ASSIGNED TASK: Extract, from the listing that follows, each line containing the word "controls".

MATERIAL FOR THIS EXERCISE:
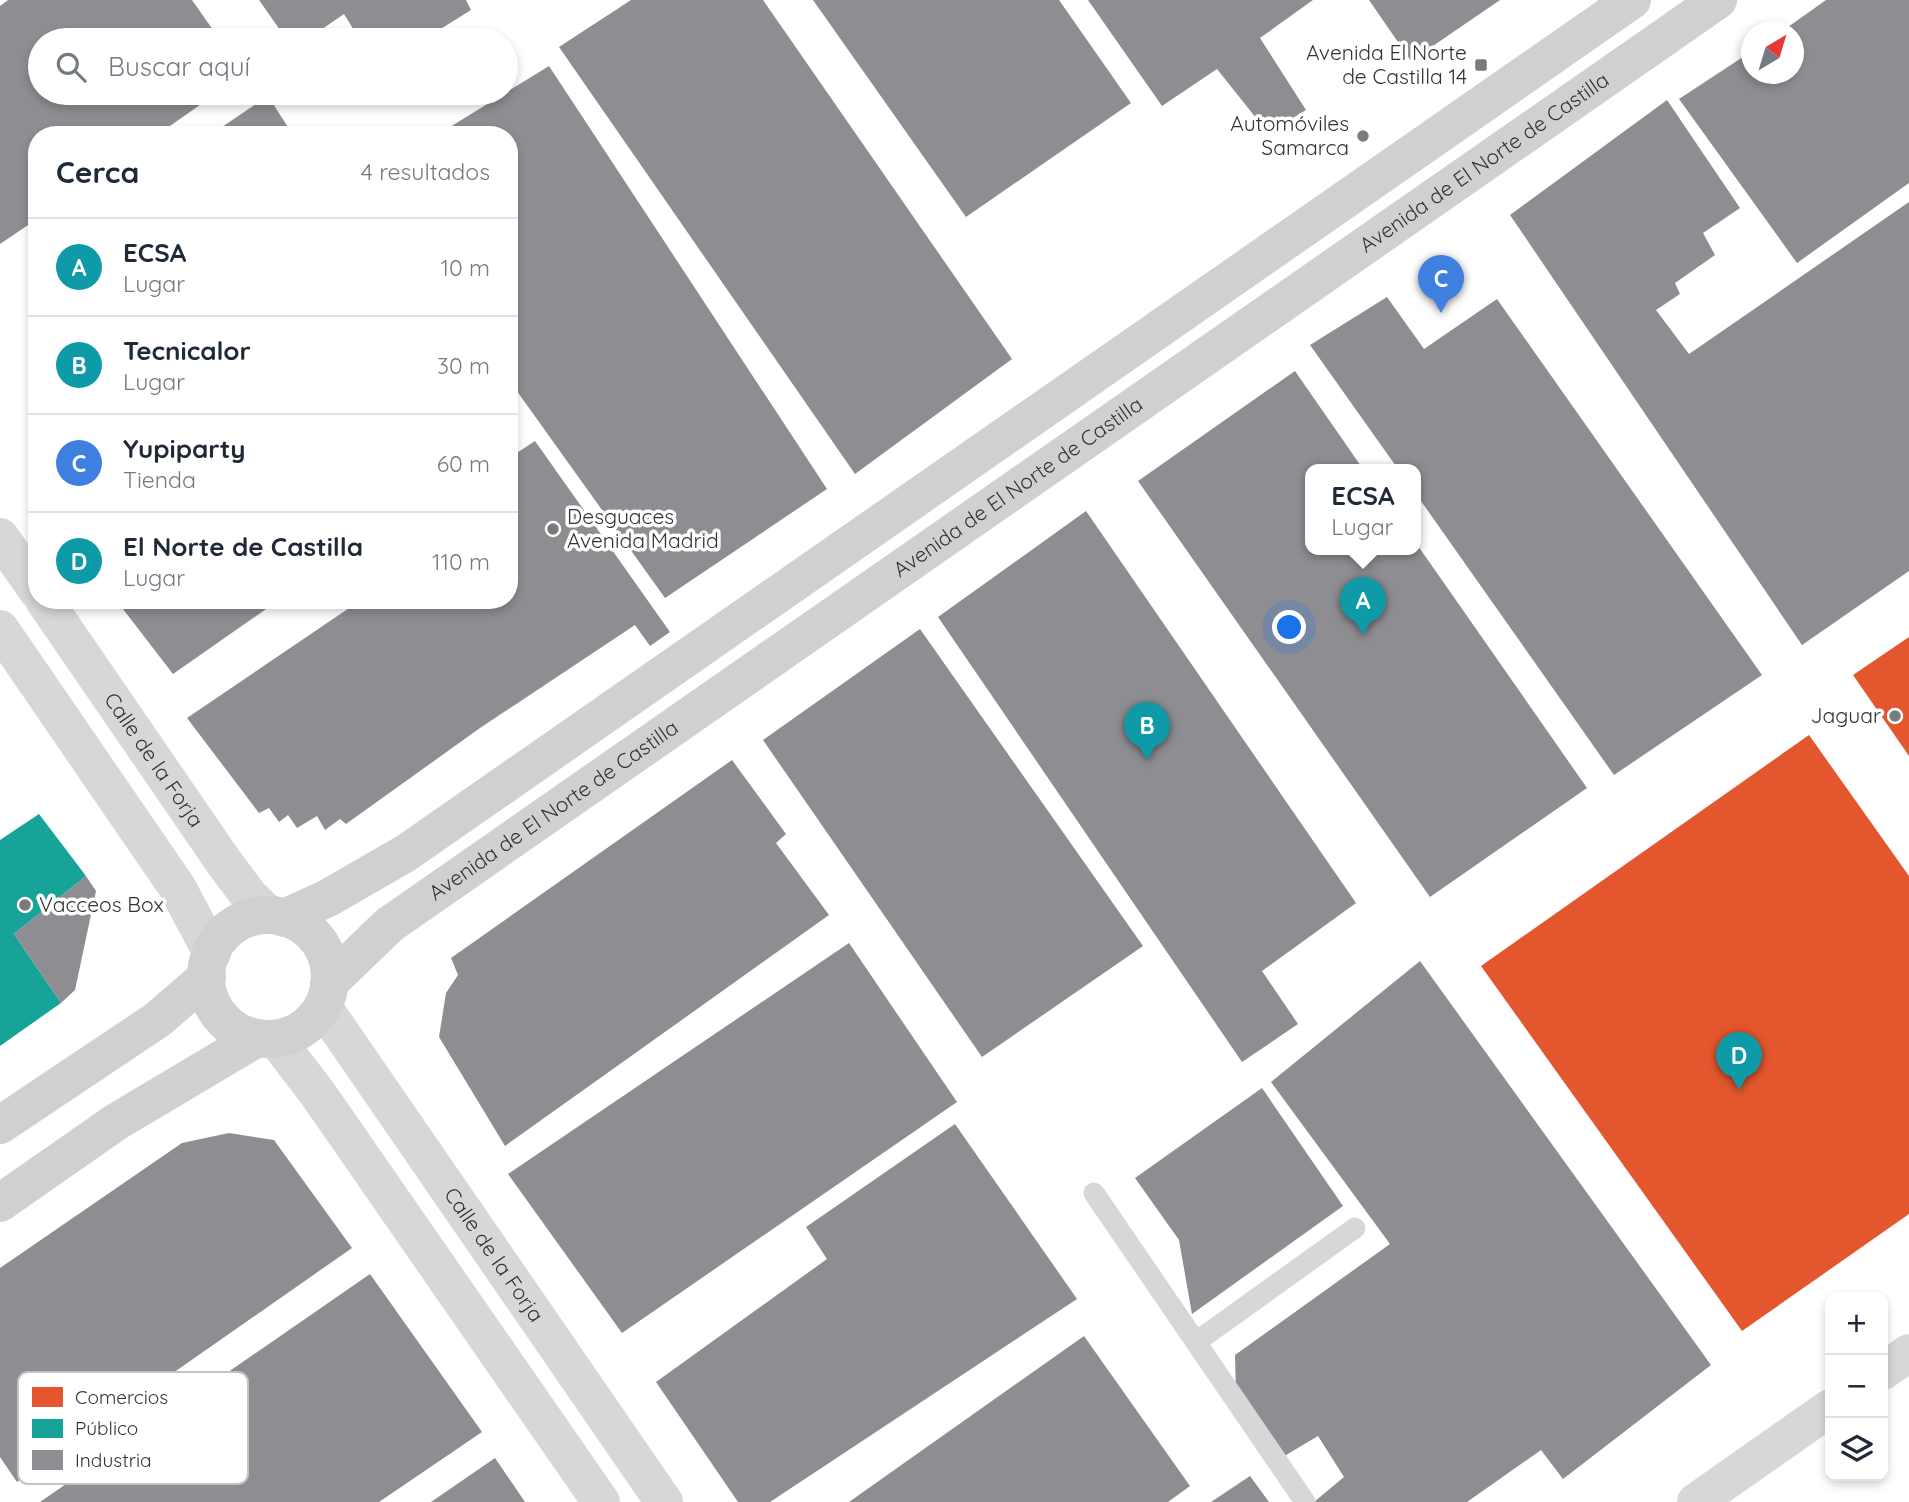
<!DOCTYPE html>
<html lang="es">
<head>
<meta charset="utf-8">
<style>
  body { margin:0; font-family:Quicksand,sans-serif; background:#f2f2f3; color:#1f2937 }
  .controls { position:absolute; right:21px; bottom:21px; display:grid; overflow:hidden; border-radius:14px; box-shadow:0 4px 10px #0003 }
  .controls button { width:63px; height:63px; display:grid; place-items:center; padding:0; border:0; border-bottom:2px solid #e0e1e3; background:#fff; color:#1f2937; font:35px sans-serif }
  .compass { position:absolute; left:1741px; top:21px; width:63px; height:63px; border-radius:50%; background:#fff; box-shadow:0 4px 10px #0003; rotate:38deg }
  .you { position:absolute; left:1290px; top:628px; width:24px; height:24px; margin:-18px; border:5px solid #fff; border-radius:50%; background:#1a73e8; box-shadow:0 0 0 10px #1a73e833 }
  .badge { display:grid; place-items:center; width:46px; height:46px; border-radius:50%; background:#7a7a7a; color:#fff; font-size:23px; font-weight:700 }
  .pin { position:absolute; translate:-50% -58px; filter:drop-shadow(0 2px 4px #0008) }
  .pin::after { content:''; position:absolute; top:37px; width:24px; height:21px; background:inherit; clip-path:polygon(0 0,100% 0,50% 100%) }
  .popup { position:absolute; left:1305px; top:464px; width:116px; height:91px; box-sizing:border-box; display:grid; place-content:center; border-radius:14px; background:#fff; filter:drop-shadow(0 2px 5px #0005); font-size:23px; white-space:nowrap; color:#747a83 }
  .popup b { font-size:26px; color:#1f2937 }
  .popup::after { content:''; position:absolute; left:50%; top:100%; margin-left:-14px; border:14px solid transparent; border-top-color:#fff }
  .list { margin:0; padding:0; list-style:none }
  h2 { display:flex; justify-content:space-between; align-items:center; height:91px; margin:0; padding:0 28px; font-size:30px }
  h2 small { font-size:23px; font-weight:400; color:#747a83 }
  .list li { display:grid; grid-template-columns:46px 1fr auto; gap:21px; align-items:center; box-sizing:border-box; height:98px; padding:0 28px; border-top:2px solid #e0e1e3 }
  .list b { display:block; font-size:26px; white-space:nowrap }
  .list p { margin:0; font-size:23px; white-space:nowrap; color:#747a83 }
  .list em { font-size:23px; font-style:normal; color:#747a83 }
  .icon { flex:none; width:38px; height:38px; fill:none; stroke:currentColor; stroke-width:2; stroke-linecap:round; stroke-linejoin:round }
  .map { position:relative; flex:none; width:1909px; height:1502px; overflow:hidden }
  .search { position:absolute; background:#fff; box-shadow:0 4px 10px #0003; left:28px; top:28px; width:490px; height:77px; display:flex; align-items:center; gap:18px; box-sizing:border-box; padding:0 24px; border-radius:38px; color:#747a83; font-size:26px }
  .panel { position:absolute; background:#fff; box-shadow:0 4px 10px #0003; left:28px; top:126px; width:490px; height:483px; border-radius:28px }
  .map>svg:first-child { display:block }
</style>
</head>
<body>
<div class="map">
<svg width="1909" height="1502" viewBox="0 0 1909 1502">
  <rect width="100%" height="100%" fill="#fff"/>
  <path fill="#e4572e" d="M1909,637v119l-56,-81z
    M1809,735l100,141v338l-167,117 -261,-365z"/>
  <path fill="#17a398" d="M39,814l47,62 -72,58 47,69 -61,43v-206z"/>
  <path fill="#8d8d92" d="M8,0h184l28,40h-180v53h177l-60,42h-120v84l-37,25v-238z
    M259,0h207l5,10 -48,30h-63l-16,-26 -38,26h-19z
    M631,0h132l249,359 -157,115 -296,-427z
    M813,0h246l72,103 -165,114z
    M1088,0h225l-53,38 46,72 -38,23 -51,-64 -55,37z
    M1369,0h131l-89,61z
    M1826,0h83v183l-112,80 -118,-164 73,-48v23h42v-42h-13z
    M549,66l278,423 -162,109 -156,-218v-245h-72z
    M268,96l25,39h-83z
    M1667,100l73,108 -37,25 12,22 -40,28 5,11 -24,16 33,44 220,-152v369l-107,74 -292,-430z
    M1387,297l37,52 73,-50 265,376 -148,100 -198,-281v-25h-18l-88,-124z
    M1295,371l68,98h-53v80h106v-6l171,245 -157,109 -292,-416z
    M535,441l135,191 -20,14 -15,-21 -155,103 -134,96 -6,-5 -15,11 -8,-14 -20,12 -9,-13 -9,7 -10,-14 -10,5 -72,-95 174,-118h148v-142z
    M1086,511l270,392 -94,68 36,53 -56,38 -304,-445z
    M116,600h163l-106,74z
    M920,629l223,317 -161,111 -219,-317z
    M732,760l54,74 -10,9 53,72 -324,231 -66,-109 7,-44 12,-18 -7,-17z
    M86,876l10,15 -21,99 -14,13 -47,-69z
    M849,943l108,159 -335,231 -114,-159z
    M1420,961l291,404 -148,114 -22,-29 -74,52h-153l30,-25 -26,-41 -37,22 -45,-64 -1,-39 155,-111 -119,-162z
    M1262,1088l81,118 -151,108 -13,-74 -44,-62z
    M955,1124l122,175 -307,203h-32l-82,-120 171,-123 -21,-32z
    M229,1133l45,7 78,108 -335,234 -17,-25v-189l182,-125z
    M370,1274l112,158 -103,70h-339z
    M1084,1336l106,150 -22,16h-319z
    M495,1458l30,44h-94z
    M1250,1476l19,26h-58z"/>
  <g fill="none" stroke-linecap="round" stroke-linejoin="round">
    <path stroke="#d7d7d7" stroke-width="21" d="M1094,1193l211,309
      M1196,1342l159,-114"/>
    <g stroke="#d7d7d7" stroke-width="38">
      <path d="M0,537l37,53"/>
      <path id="s1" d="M44,600l179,261 27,36 19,18"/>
      <path d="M0,629l177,258 35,66"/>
      <path id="s2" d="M323,1007l341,495"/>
      <path d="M276,1039l42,55 283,408"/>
      <path d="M1883,1371l26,-18"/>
      <path d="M1696,1502l134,-94"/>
    </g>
    <g stroke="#d0d0d0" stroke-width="38">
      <circle cx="268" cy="977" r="62"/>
      <path d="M284,918l44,-20 78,-45 1226,-853"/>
      <path id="s3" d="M329,983l60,-58 1329,-925"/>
      <path d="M0,1125l157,-105 50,-43"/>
      <path d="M0,1203l116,-81 141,-84"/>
    </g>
  </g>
  <g fill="#7a7a7a" stroke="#fff" stroke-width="2.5">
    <rect x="1474" y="58" width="14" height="14" rx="3.5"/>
    <circle cx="1363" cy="136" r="7"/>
    <circle cx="553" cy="529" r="7"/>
    <circle cx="1895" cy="716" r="7"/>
    <circle cx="25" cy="905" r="7"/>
  </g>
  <g text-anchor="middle" stroke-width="7" stroke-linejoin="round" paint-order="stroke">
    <g font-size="21" fill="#333" stroke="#fff" text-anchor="end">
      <text x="1467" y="60">Avenida El Norte<tspan x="1467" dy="24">de Castilla 14</tspan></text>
      <text x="1349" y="131">Automóviles<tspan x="1349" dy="24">Samarca</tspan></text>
      <text x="567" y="524" text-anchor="start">Desguaces<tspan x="567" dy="24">Avenida Madrid</tspan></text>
      <text x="1881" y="723">Jaguar</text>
      <text x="39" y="912" text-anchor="start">Vacceos Box</text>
    </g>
    <g font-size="21" fill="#333" stroke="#fff">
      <text dy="7" stroke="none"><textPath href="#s3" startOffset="1418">Avenida de El Norte de Castilla</textPath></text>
      <text dy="7" stroke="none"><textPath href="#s3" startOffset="850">Avenida de El Norte de Castilla</textPath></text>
      <text dy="7" stroke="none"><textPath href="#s1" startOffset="194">Calle de la Forja</textPath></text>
      <text dy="7" stroke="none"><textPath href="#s3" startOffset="284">Avenida de El Norte de Castilla</textPath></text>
      <text dy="7" stroke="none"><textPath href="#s2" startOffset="301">Calle de la Forja</textPath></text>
    </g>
  </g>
  <rect x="18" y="1372" width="230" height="112" rx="10" fill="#fff" stroke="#c2c2c2" stroke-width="2"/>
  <rect x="32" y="1387" width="31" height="20" fill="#e4572e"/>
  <rect x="32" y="1419" width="31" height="19" fill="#17a398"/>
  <rect x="32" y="1450" width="31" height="20" fill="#8d8d92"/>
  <g font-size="19" fill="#333">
    <text x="75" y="1404">Comercios</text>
    <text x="75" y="1435">Público</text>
    <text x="75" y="1467">Industria</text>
  </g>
</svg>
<div class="controls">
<button>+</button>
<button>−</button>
<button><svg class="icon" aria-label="layers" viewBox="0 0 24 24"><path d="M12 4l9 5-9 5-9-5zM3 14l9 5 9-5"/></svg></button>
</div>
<svg class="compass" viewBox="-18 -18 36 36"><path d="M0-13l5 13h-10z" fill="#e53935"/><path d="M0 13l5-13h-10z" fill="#747a83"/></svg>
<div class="you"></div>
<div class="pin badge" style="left:1363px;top:635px;background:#0f9aa8">A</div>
<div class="popup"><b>ECSA</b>Lugar</div>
<div class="pin badge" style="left:1147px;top:760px;background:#0f9aa8">B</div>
<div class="pin badge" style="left:1441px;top:313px;background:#3f7fe0">C</div>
<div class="pin badge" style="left:1739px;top:1090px;background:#0f9aa8">D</div>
<div class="search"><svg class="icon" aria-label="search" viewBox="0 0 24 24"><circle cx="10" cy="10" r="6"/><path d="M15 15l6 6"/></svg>Buscar aquí</div>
<section class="panel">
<h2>Cerca<small>4 resultados</small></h2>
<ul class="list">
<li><span class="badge" style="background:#0f9aa8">A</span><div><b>ECSA</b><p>Lugar</p></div><em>10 m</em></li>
<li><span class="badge" style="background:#0f9aa8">B</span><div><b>Tecnicalor</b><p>Lugar</p></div><em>30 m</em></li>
<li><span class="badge" style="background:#3f7fe0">C</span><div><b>Yupiparty</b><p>Tienda</p></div><em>60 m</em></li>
<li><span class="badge" style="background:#0f9aa8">D</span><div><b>El Norte de Castilla</b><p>Lugar</p></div><em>110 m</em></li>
</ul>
</section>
</div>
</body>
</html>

ANSWER BELOW:
  .controls { position:absolute; right:21px; bottom:21px; display:grid; overflow:hidden; border-radius:14px; box-shadow:0 4px 10px #0003 }
  .controls button { width:63px; height:63px; display:grid; place-items:center; padding:0; border:0; border-bottom:2px solid #e0e1e3; background:#fff; color:#1f2937; font:35px sans-serif }
<div class="controls">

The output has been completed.